Sunday, February 4, 2018

National Patient Identifiers (from Precision Medicine and the Reinvention of Human Disease)

Readers from outside the United States are probably wondering why the United States agonizes over the problem of patient identification. In many other countries, individuals are given a unique national identifier, and all medical data associated with the individual is kept in a central data repository under the aegis of the government’s health service. A single, permanent identifier is used by a patient throughout life, in every encounter with a hospital, clinic, or private physician. As a resource for researchers, the national patient identifier ensures the completeness of data sets and eliminates many of the problems associated with poorly implemented local identifier systems.

In the United States, there has been fierce resistance to the idea of national patient identifiers. The call for a national patient identification system is raised from time to time. The benefits to patients and to society are many. Regardless, US citizens are reluctant to have an identifying number that is associated with a federally controlled electronic record of their private medical information. In part, this distrust results from the lack of any national insurance system in the United States. Most health insurance in the United States is private, and private insurers have wide discretion over the fees and services provided to enrollees. There is a fear that if there were a national patient identifier with centralized electronic medical records, insurers would withhold reimbursements or raise premiums or otherwise endanger the health of patients. Because the cost of US medical care is the highest in the world, medical bills for uninsured patients can quickly mount, impoverishing individuals and families.

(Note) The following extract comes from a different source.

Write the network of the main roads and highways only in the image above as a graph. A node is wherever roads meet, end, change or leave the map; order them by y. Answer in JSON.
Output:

Realistically, though, no data is safe. Medical records can be stolen, and governments can demand access to medical records, when necessary [See Lewin T. Texas orders health clinics to turn over patient data. The New York Times; October 23, 2015].

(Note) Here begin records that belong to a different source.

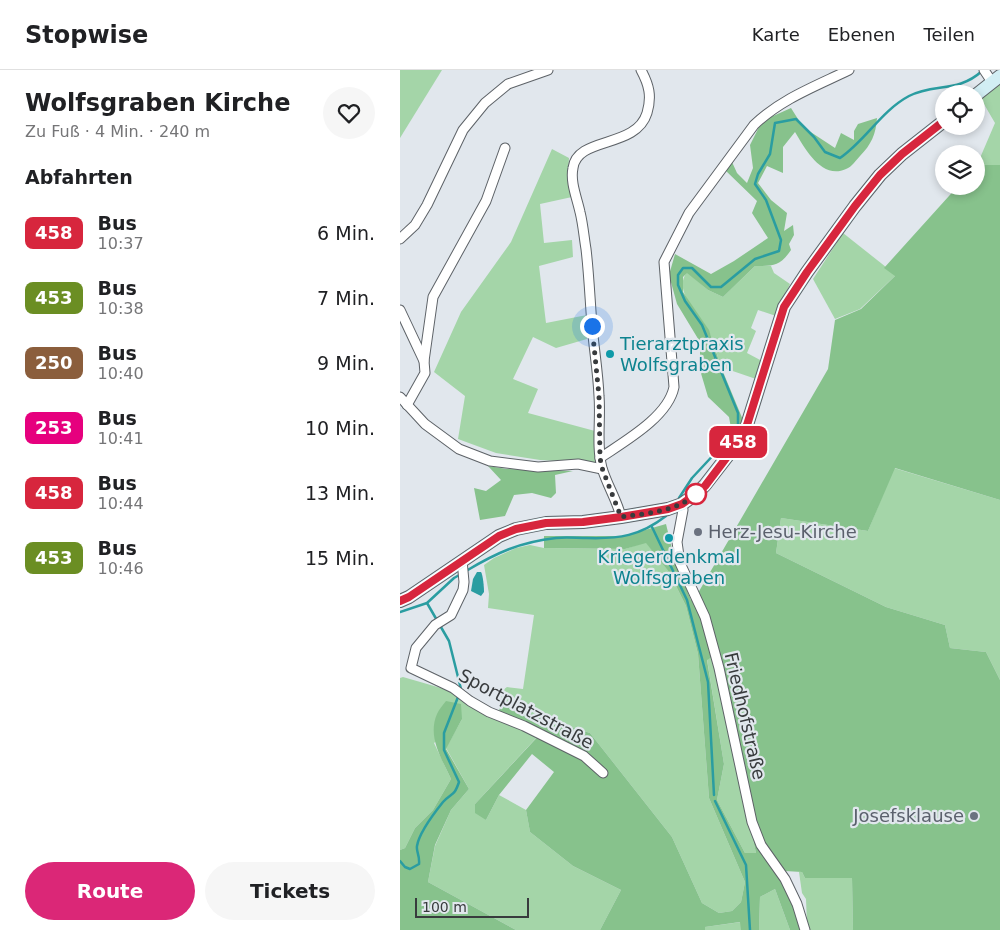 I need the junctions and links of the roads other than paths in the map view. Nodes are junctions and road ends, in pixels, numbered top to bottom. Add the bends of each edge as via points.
1 (548, 70) edge
2 (641, 70) edge
3 (849, 70) edge
4 (935, 128) edge
5 (504, 148) dead end
6 (400, 239) edge
7 (400, 310) edge
8 (424, 361) junction
9 (400, 396) edge
10 (407, 405) junction
11 (600, 458) junction
12 (602, 468) junction
13 (682, 504) junction
14 (621, 517) junction
15 (463, 565) junction
16 (400, 601) edge
17 (603, 773) dead end
18 (804, 930) edge

1 - 6 street via 508,84 485,103 463,130 415,225
2 - 11 street via 650,96 644,121 626,136 584,150 574,161 572,170 586,251 599,396
3 - 11 street via 767,113 754,125 689,213 664,262 674,387 672,397 640,431
4 - 13 main road via 880,175 807,272 784,307 747,425 705,486
5 - 8 street via 486,201 433,297
7 - 8 street
8 - 10 street via 425,373
9 - 10 street
10 - 12 street via 425,424 459,449 490,460 538,467 578,464
11 - 12 street
12 - 14 street
13 - 14 main road
13 - 18 street, Friedhofstraße via 676,542 680,563 704,617 719,668 752,822 761,845 785,879 797,904
14 - 15 main road via 546,523 516,529 499,536
15 - 16 main road
15 - 17 street, Sportplatzstraße via 463,590 451,615 438,623 416,648 411,668 453,688 489,712 584,756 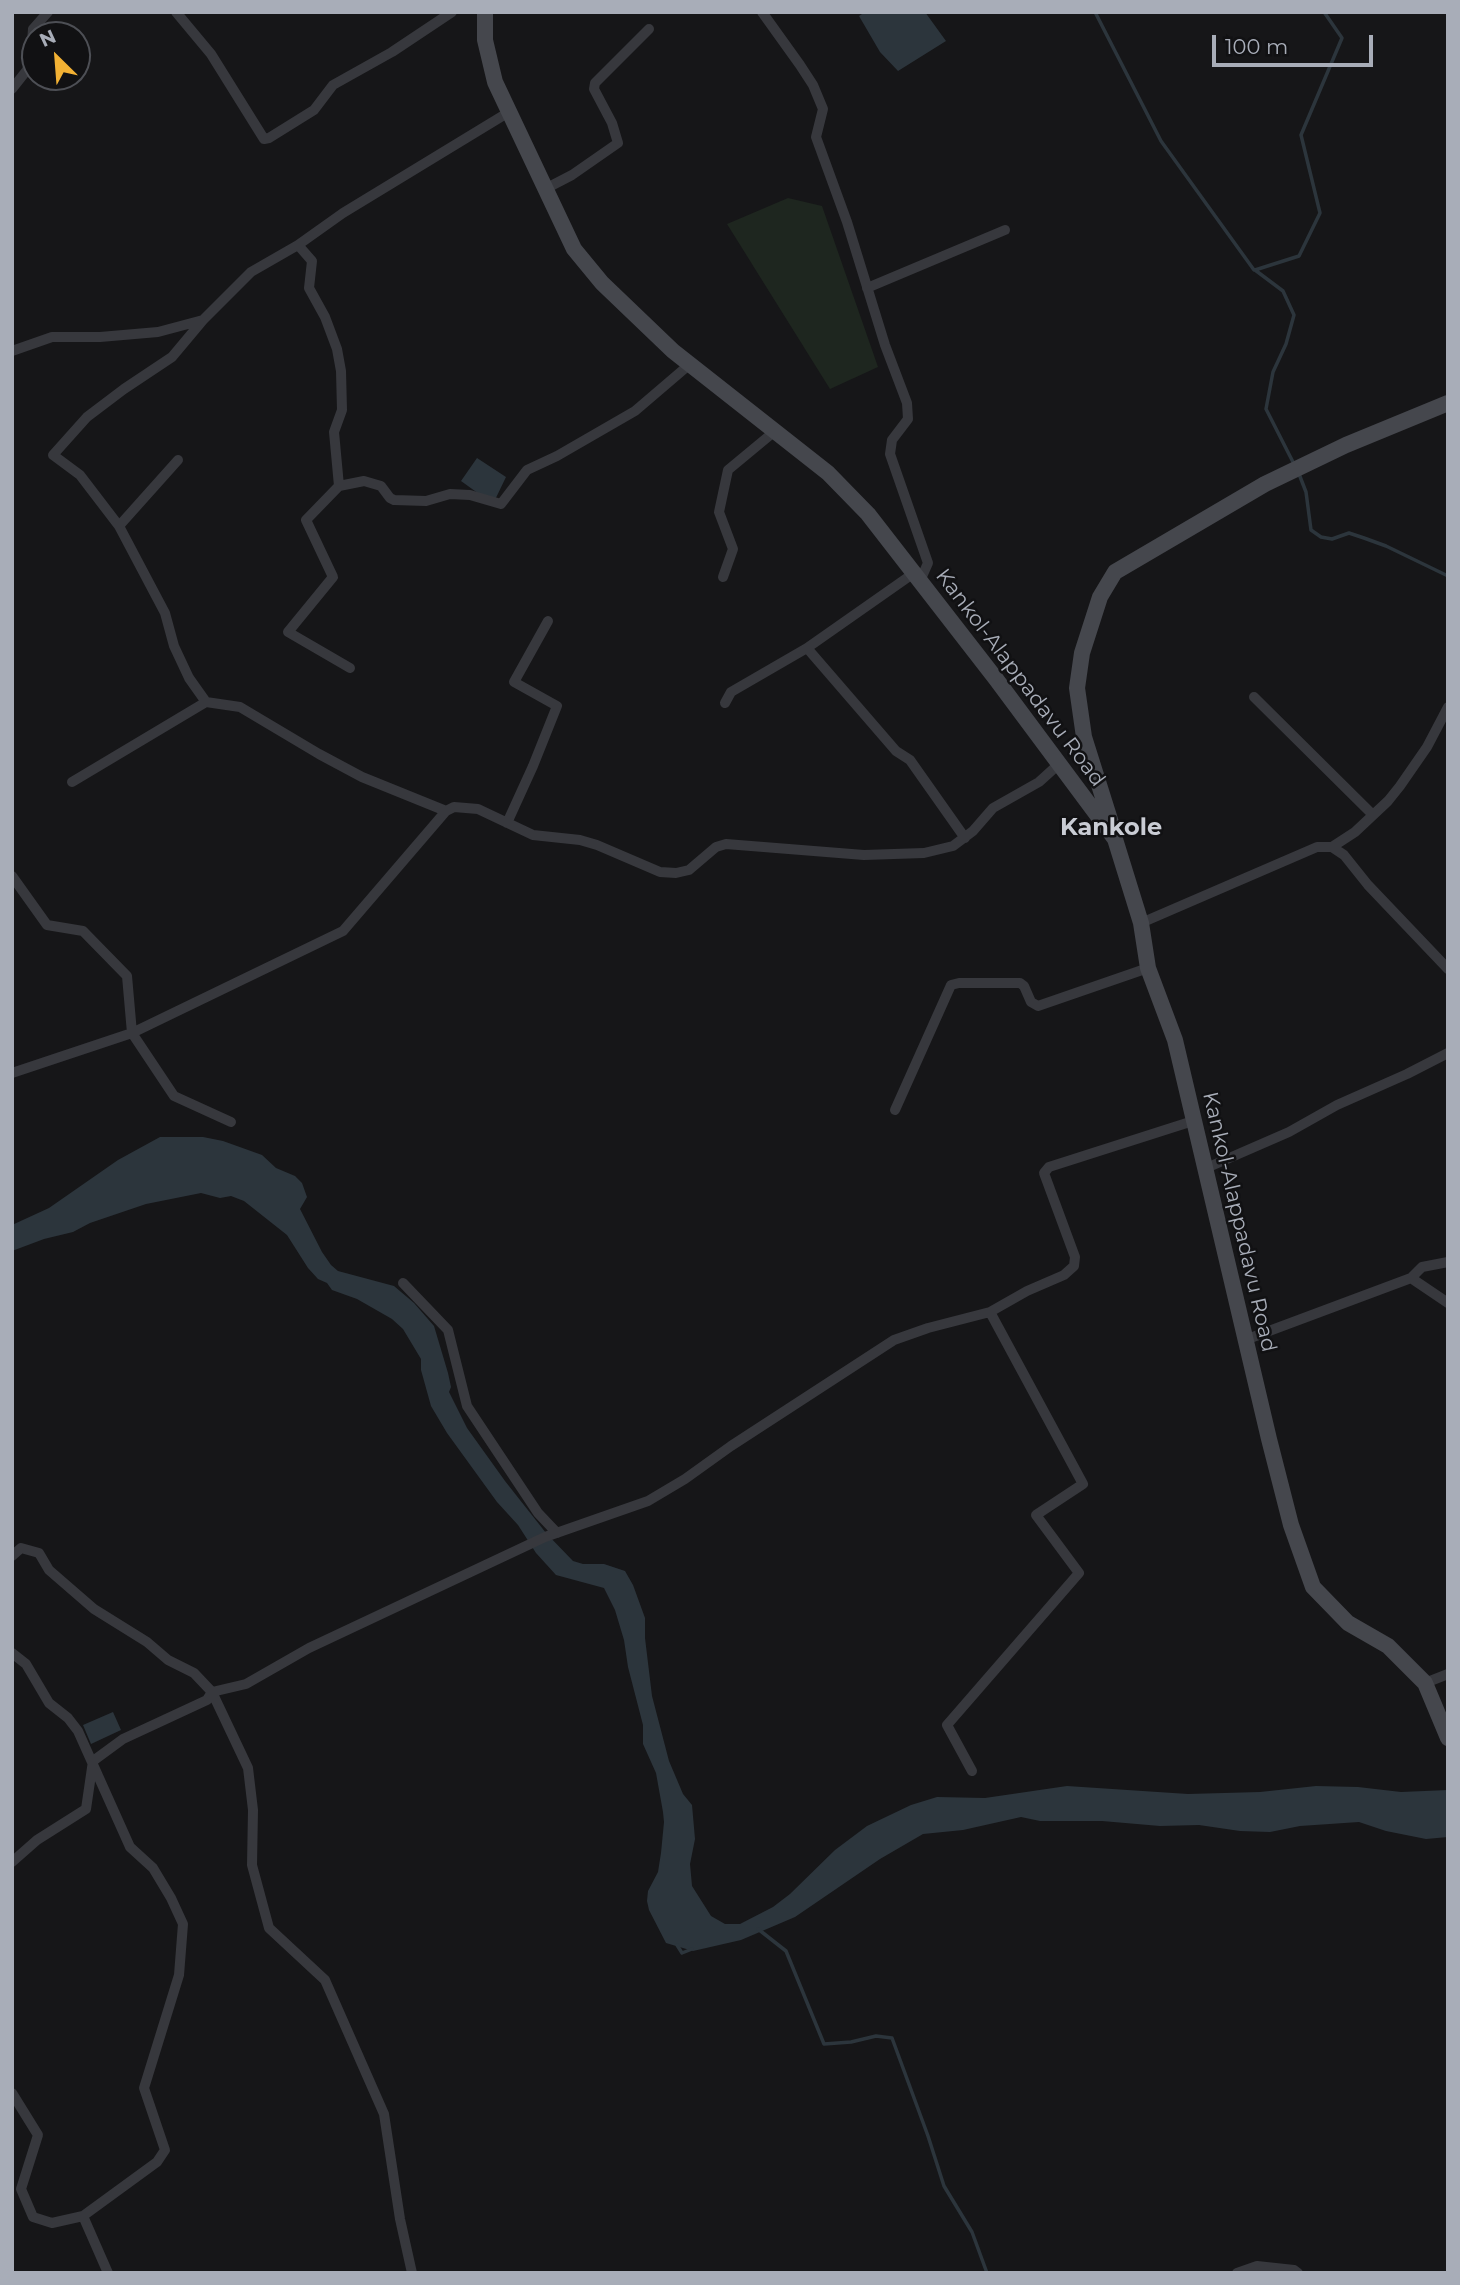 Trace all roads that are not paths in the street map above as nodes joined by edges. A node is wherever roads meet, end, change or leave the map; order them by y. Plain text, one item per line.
1 (48, 12) edge
2 (176, 12) edge
3 (452, 12) edge
4 (485, 12) edge
5 (762, 12) edge
6 (649, 29) dead end
7 (12, 89) edge
8 (509, 112) junction
9 (545, 189) junction
10 (1005, 230) dead end
11 (298, 245) junction
12 (867, 288) junction
13 (204, 320) junction
14 (12, 351) edge
15 (690, 364) junction
16 (1448, 403) edge
17 (775, 431) junction
18 (178, 460) dead end
19 (339, 486) junction
20 (119, 526) junction
21 (723, 577) dead end
22 (917, 577) junction
23 (548, 621) dead end
24 (807, 648) junction
25 (351, 668) dead end
26 (1254, 697) dead end
27 (206, 702) junction
28 (725, 704) dead end
29 (1448, 707) edge
30 (1060, 763) junction
31 (72, 782) dead end
32 (446, 811) junction
33 (1373, 815) junction
34 (507, 823) junction
35 (965, 838) junction
36 (1115, 839) junction
37 (1332, 848) junction
38 (12, 876) edge
39 (1141, 923) junction
40 (1148, 968) junction
41 (1448, 969) edge
42 (132, 1033) junction
43 (1448, 1053) edge
44 (12, 1073) edge
45 (895, 1110) dead end
46 (1193, 1121) junction
47 (232, 1122) dead end
48 (1204, 1169) junction
49 (1448, 1262) edge
50 (1411, 1278) junction
51 (403, 1283) dead end
52 (1448, 1303) edge
53 (990, 1312) junction
54 (1245, 1340) junction
55 (557, 1533) junction
56 (12, 1556) edge
57 (12, 1653) edge
58 (1448, 1674) edge
59 (1425, 1683) junction
60 (212, 1692) junction
61 (1448, 1738) edge
62 (93, 1761) junction
63 (972, 1771) dead end
64 (12, 1862) edge
65 (12, 2093) edge
66 (83, 2216) junction
67 (108, 2273) edge
68 (412, 2273) edge
69 (1237, 2273) edge
70 (1298, 2273) edge

1 - 7 street
2 - 3 street
4 - 8 main road, Kankol-Alappadavu Road
5 - 12 street
6 - 9 street
8 - 9 main road, Kankol-Alappadavu Road
8 - 11 street
9 - 15 main road, Kankol-Alappadavu Road
10 - 12 street
11 - 13 street
11 - 19 street
12 - 22 street
13 - 14 street
13 - 20 street
15 - 17 main road, Kankol-Alappadavu Road
15 - 19 street
16 - 36 main road
17 - 21 street
17 - 22 main road, Kankol-Alappadavu Road
18 - 20 street
19 - 25 street
20 - 27 street
22 - 24 street
22 - 30 main road, Kankol-Alappadavu Road
23 - 34 street
24 - 28 street
24 - 35 street
26 - 33 street
27 - 31 street
27 - 32 street
29 - 33 street
30 - 35 street
30 - 36 main road, Kankol-Alappadavu Road
32 - 34 street
32 - 42 street
33 - 37 street
34 - 35 street
36 - 39 main road, Kankol-Alappadavu Road
37 - 39 street
37 - 41 street
38 - 42 street
39 - 40 main road, Kankol-Alappadavu Road
40 - 45 street
40 - 46 main road, Kankol-Alappadavu Road
42 - 44 street
42 - 47 street
43 - 48 street
46 - 48 main road, Kankol-Alappadavu Road
46 - 53 street
48 - 54 main road, Kankol-Alappadavu Road
49 - 50 street
50 - 52 street
50 - 54 street
51 - 55 street
53 - 55 street
53 - 63 street
54 - 59 main road, Kankol-Alappadavu Road
55 - 60 street
56 - 60 street
57 - 62 street
58 - 59 street
59 - 61 main road, Kankol-Alappadavu Road
60 - 62 street
60 - 68 street
62 - 64 street
62 - 66 street
65 - 66 street
66 - 67 street
69 - 70 street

Life has its compromises. Everyone wants their privacy and we all get angry when we hear that our confidential information has been stolen. Data breaches today may involve hundreds of millions of confidential records. The majority of Americans have had social security numbers, credit card information, and private identifiers (e.g., birth dates, city of birth, names of relatives) misappropriated or stolen. It’s natural to object to anything that might jeopardize our privacy. Nonetheless, we must ask ourselves the following: “Is it rational to forfeit the very real opportunity of developing new safe and effective treatments for serious diseases, for the very small likelihood that someone will crack your deidentified research record and somehow leverage this information to your disadvantage?”

Suppose everyone in the United States were given a choice: you can be included in a national patient identifier system, or you can opt out. Most likely, there would be many millions of citizens who would opt out of the offer, seeing no particular advantage in having a national patient identifier, and sensing some potential harm. Now, suppose you were told that if you chose to opt out, you would not be permitted to use any of the therapeutic or preventive benefits that come from studies performed with data collected from the national patient identifier system. These lost benefits would include safe and effective drugs, warnings of emerging epidemics, information on side effects associated with your medications, biomarker tests for preventable illnesses, and so on. Those who made no effort to help the system would be barred from any of the benefits that the system provided. Would you reconsider your refusal to cooperate, if you knew the consequences? Of course, this is a fanciful scenario, but it makes a point.

- Jules Berman

key words: identification, confidentiality, privacy, medical identifier, NPI, national patient identifier, jules j berman, Ph.D., M.D.